Risk and liability allocation

In China, private fund investing in securities usually take the contractual form, and the distribution agreement is executed between the fund manager and the distributor. This means that there exists no contractual relationship between the distributor and the investor. Therefore, if any disputes arise between the distributor and the investor, for example, the distributor introduced the investor to invest in a fund with risks higher than what the investor could bear, it was very difficult for the investors to hold the fund distributor liable without any direct legal obligation imposed on the distributor.

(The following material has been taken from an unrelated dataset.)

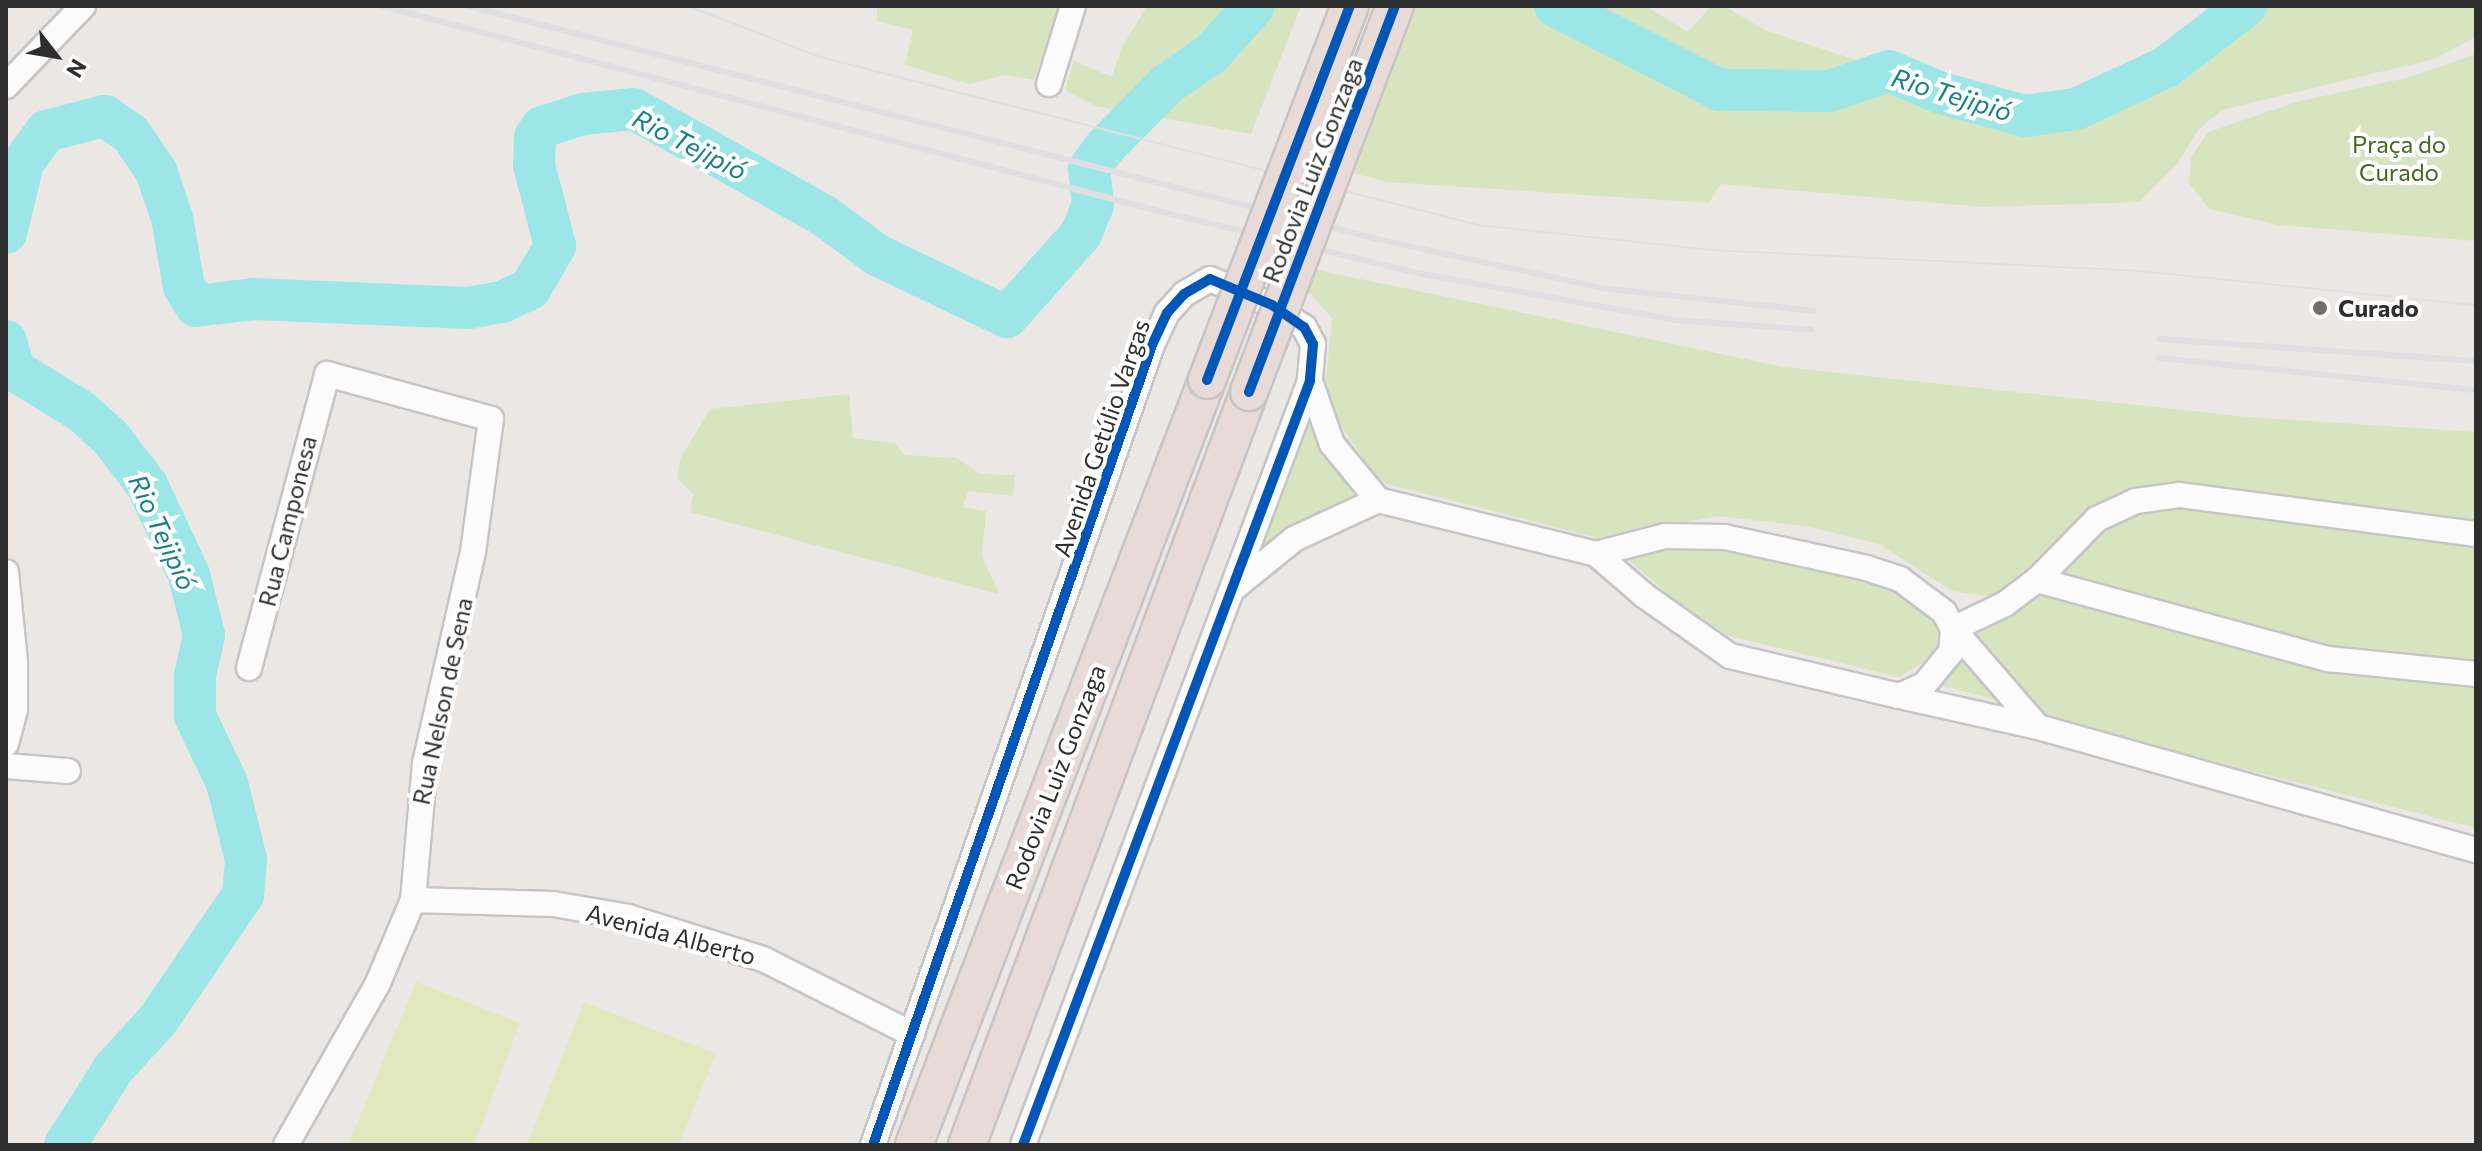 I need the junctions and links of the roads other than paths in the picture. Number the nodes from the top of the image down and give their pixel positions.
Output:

The Fund Distribution Measures allocates an entire section to the provision of obligations on the part of the fund distributors to conduct a suitability assessment, risk disclosures, prevention of conflicts of interest etc, which provides a profound basis to hold fund distributors accountable from the regulatory perspective.

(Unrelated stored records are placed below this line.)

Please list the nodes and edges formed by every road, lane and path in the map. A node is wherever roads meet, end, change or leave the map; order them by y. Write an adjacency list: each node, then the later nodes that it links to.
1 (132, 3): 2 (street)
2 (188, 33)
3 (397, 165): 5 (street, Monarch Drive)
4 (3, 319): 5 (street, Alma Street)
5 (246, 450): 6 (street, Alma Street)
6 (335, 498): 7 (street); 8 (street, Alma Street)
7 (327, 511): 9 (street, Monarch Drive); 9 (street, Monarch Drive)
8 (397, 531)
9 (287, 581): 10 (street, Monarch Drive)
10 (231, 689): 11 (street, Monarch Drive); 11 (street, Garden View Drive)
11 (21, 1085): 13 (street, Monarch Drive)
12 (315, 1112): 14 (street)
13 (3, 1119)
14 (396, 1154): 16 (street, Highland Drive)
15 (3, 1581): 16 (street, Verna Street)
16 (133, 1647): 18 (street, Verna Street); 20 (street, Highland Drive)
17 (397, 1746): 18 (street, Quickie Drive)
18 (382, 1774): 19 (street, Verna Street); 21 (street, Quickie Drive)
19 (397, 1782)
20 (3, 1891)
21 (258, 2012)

Judicially, the National Civil Commercial Trial Work Meeting Minutes (the Meeting Minutes) issued by the Supreme Court of China in December 2019, specifies the situations where the investors may directly seek legal redress from fund distributors (which are usually giant financial institutions with enough resources to compensate the investors). According to the Meeting Minutes, where investors suffer losses due to the inept performance of the investor suitability assessment by the manager or the distributor, the investor may request either the manager or the distributor to bear the relevant liability and pay compensation.

Given that fund distributors could be held accountable for its misconduct, would the fund manager be exculpated from the relevant liability? We believe, in terms of the compensatory liability for the investors, it is not impossible for the manager to be exculpated if it can prove that the distributor acted beyond the scope of its authority as agent of the principal. This is because the Meeting Minutes refers to Article 167 of the General Rules of the Civil Law (now called the Civil Code) as the legal basis for the aforesaid vicarious liability of the fund manager and the distributor. Article 167 stipulates that "Where an agent knows or should have known that the object of the mandate is illegal but still performs it, or the principal knows or should have known that an agent's performance is illegal but fails to raise any objection, the principal and the agent shall be jointly and severally liable."

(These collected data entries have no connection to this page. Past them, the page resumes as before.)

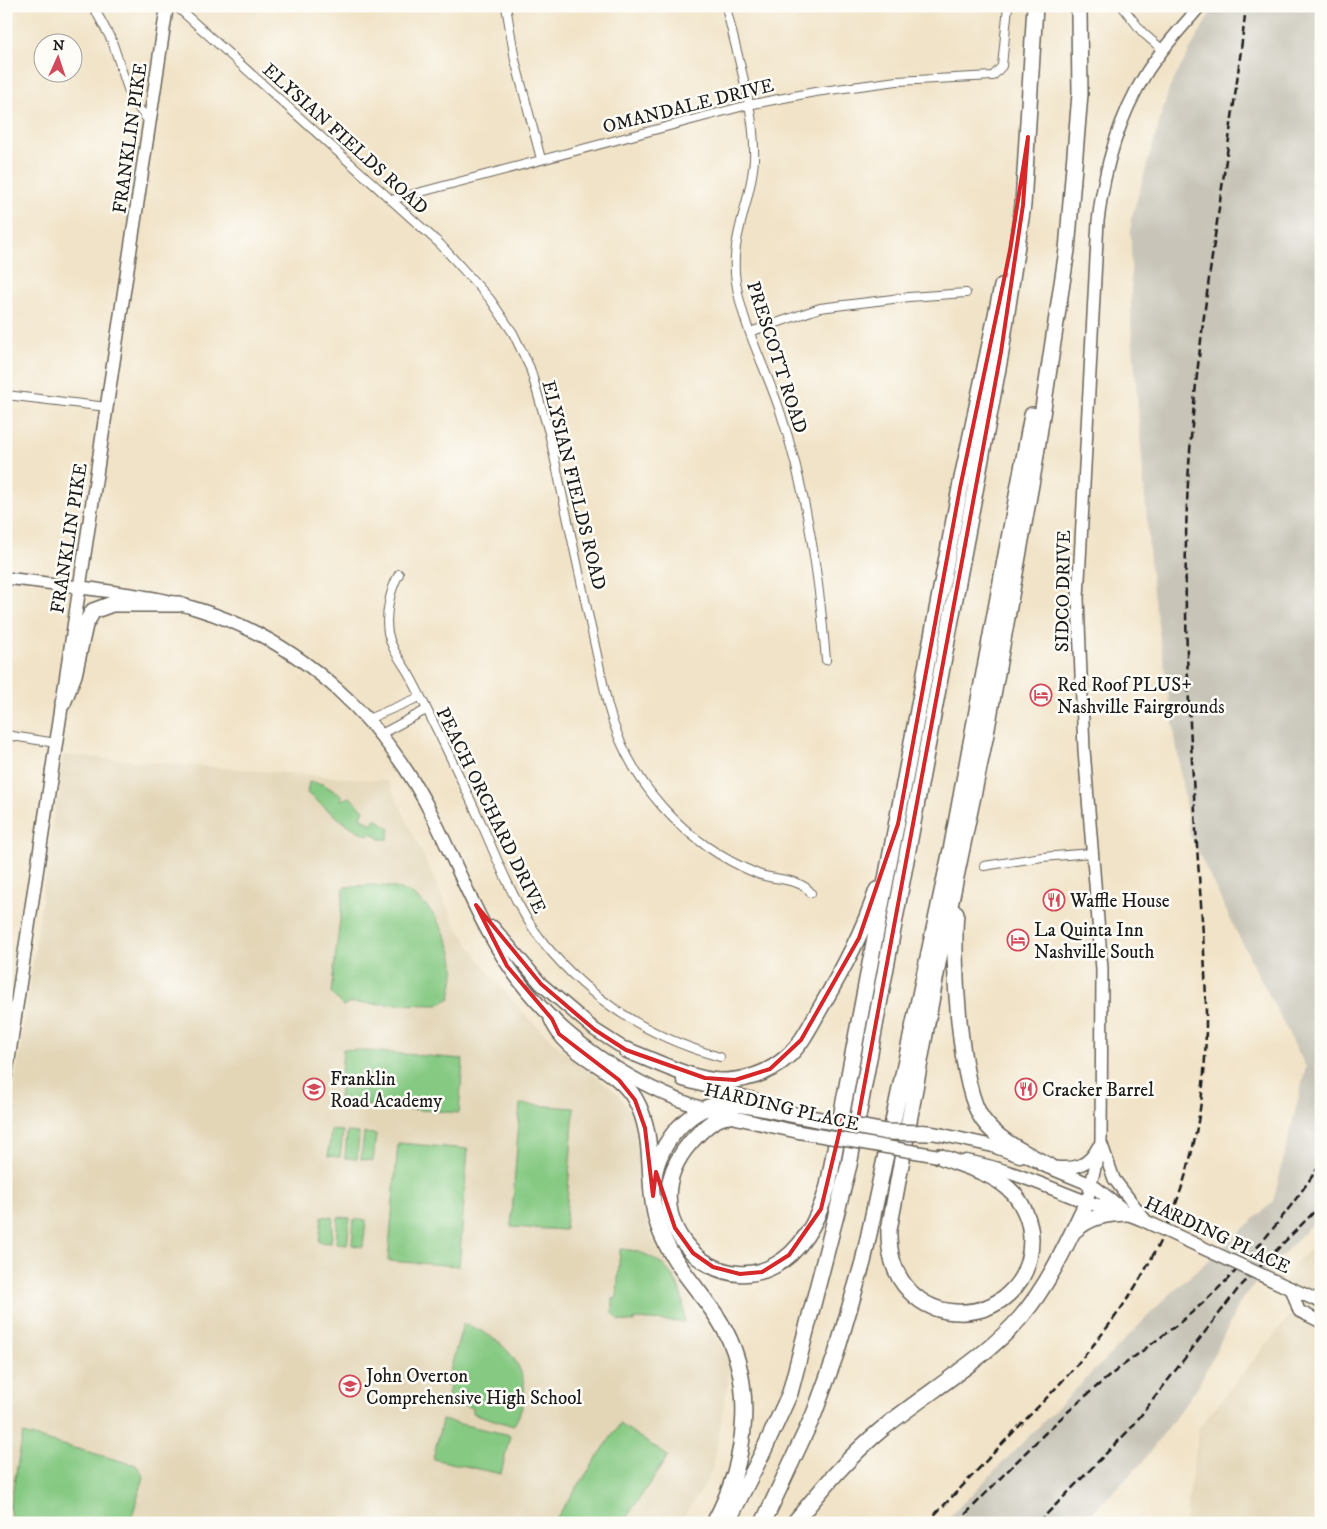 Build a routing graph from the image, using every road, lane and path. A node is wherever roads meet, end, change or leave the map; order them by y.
1 (93, 6) edge
2 (167, 6) edge
3 (176, 6) edge
4 (506, 6) edge
5 (726, 6) edge
6 (1008, 6) edge
7 (1035, 6) edge
8 (1122, 6) edge
9 (1200, 6) edge
10 (1080, 10) edge
11 (1163, 50) junction
12 (748, 104) junction
13 (150, 123) junction
14 (1028, 137) junction
15 (541, 159) junction
16 (391, 200) junction
17 (966, 293) dead end
18 (750, 332) junction
19 (6, 395) edge
20 (107, 407) junction
21 (399, 574) dead end
22 (6, 578) edge
23 (79, 587) junction
24 (179, 604) junction
25 (826, 660) dead end
26 (420, 697) junction
27 (63, 703) junction
28 (426, 710) junction
29 (368, 719) junction
30 (381, 734) junction
31 (6, 735) edge
32 (56, 743) junction
33 (898, 824) junction
34 (962, 849) junction
35 (1092, 853) junction
36 (984, 866) dead end
37 (811, 893) dead end
38 (476, 905) junction
39 (552, 1018) junction
40 (626, 1050) junction
41 (720, 1057) dead end
42 (6, 1076) edge
43 (706, 1110) junction
44 (801, 1113) junction
45 (730, 1116) junction
46 (936, 1134) joint
47 (1101, 1138) junction
48 (940, 1156) junction
49 (1049, 1166) junction
50 (1092, 1185) junction
51 (653, 1196) junction
52 (1087, 1202) junction
53 (1130, 1209) junction
54 (1073, 1232) junction
55 (1287, 1286) junction
56 (1321, 1300) edge
57 (1321, 1322) edge
58 (714, 1523) edge
59 (727, 1523) edge
60 (763, 1523) edge
61 (794, 1523) edge

1 - 13 street
2 - 13 main road, FRANKLIN PIKE
3 - 16 street, ELYSIAN FIELDS ROAD
4 - 15 street
5 - 12 street, PRESCOTT ROAD
6 - 12 street, OMANDALE DRIVE
7 - 14 highway
8 - 11 street
9 - 11 main road, SIDCO DRIVE
10 - 34 highway
10 - 60 highway
11 - 35 main road, SIDCO DRIVE
12 - 15 street, OMANDALE DRIVE
12 - 18 street, PRESCOTT ROAD
13 - 20 main road, FRANKLIN PIKE
14 - 33 highway
14 - 59 highway
15 - 16 street, OMANDALE DRIVE
16 - 37 street, ELYSIAN FIELDS ROAD
17 - 18 street
18 - 25 street, PRESCOTT ROAD
19 - 20 street
20 - 23 main road, FRANKLIN PIKE
21 - 26 street, PEACH ORCHARD DRIVE
22 - 23 main road
23 - 24 main road, HARDING PLACE
23 - 27 main road, FRANKLIN PIKE
24 - 27 highway
24 - 29 main road, HARDING PLACE
26 - 28 street, PEACH ORCHARD DRIVE
26 - 29 street
27 - 32 main road, FRANKLIN PIKE
28 - 30 street
28 - 41 street, PEACH ORCHARD DRIVE
29 - 30 main road, HARDING PLACE
30 - 38 main road, HARDING PLACE
31 - 32 street
32 - 42 main road, FRANKLIN PIKE
33 - 40 highway
33 - 45 highway
34 - 48 highway
34 - 49 highway
35 - 36 street
35 - 47 main road, SIDCO DRIVE
38 - 39 main road, HARDING PLACE
38 - 40 main road, HARDING PLACE
39 - 43 main road, HARDING PLACE
39 - 51 highway
40 - 44 main road, HARDING PLACE
43 - 44 highway
43 - 45 main road, HARDING PLACE
43 - 51 highway
44 - 46 highway, bridge
45 - 48 main road, HARDING PLACE, bridge
46 - 49 main road, HARDING PLACE
47 - 49 main road
47 - 50 main road, SIDCO DRIVE
47 - 53 main road
48 - 52 main road, HARDING PLACE
49 - 50 main road, HARDING PLACE
50 - 52 main road, SIDCO DRIVE
50 - 53 main road, HARDING PLACE
51 - 58 highway
52 - 53 main road, HARDING PLACE
52 - 54 highway
53 - 54 highway
53 - 55 main road, HARDING PLACE, bridge
54 - 61 highway
55 - 56 main road, HARDING PLACE
55 - 57 main road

On the other hand, regulatorily, under the rules of AMAC (the de facto fund regulator in China), the responsibilities of the fund manager may not be fully discharged by the engagement of a distributor. That is to say, even if the fund manager is not held by the court to be vicariously liable for the investor's loss, AMAC may still take disciplinary actions against the fund manager through avenues such as issuing a warning or an order to rectify. However, we believe a clear division of responsibilities between the fund manager and the distributor in the distribution agreement could help reduce the fund manager's liability. This is also demonstrated by the Fund Distribution Measures which requires the parties to stipulate in the distribution agreement on the division of responsibilities with respect to continual service to the investors and client due diligence work.

To conclude

The Fund Distribution Measures imposes a cap on the fee that distributors may charge fund managers, and further emphasises the distributor's responsibilities for its activities, aiming to protect the investors and fund managers. To minimise the potential liability that fund managers could face as a result of the distributor's misconduct, we suggest requesting for clear division of liabilities and proper exculpation and indemnification terms when negotiating with fund distributors.

This document (and any information accessed through links in this document) is provided for information purposes only and does not constitute legal advice. Professional legal advice should be obtained before taking or refraining from any action as a result of the contents of this document.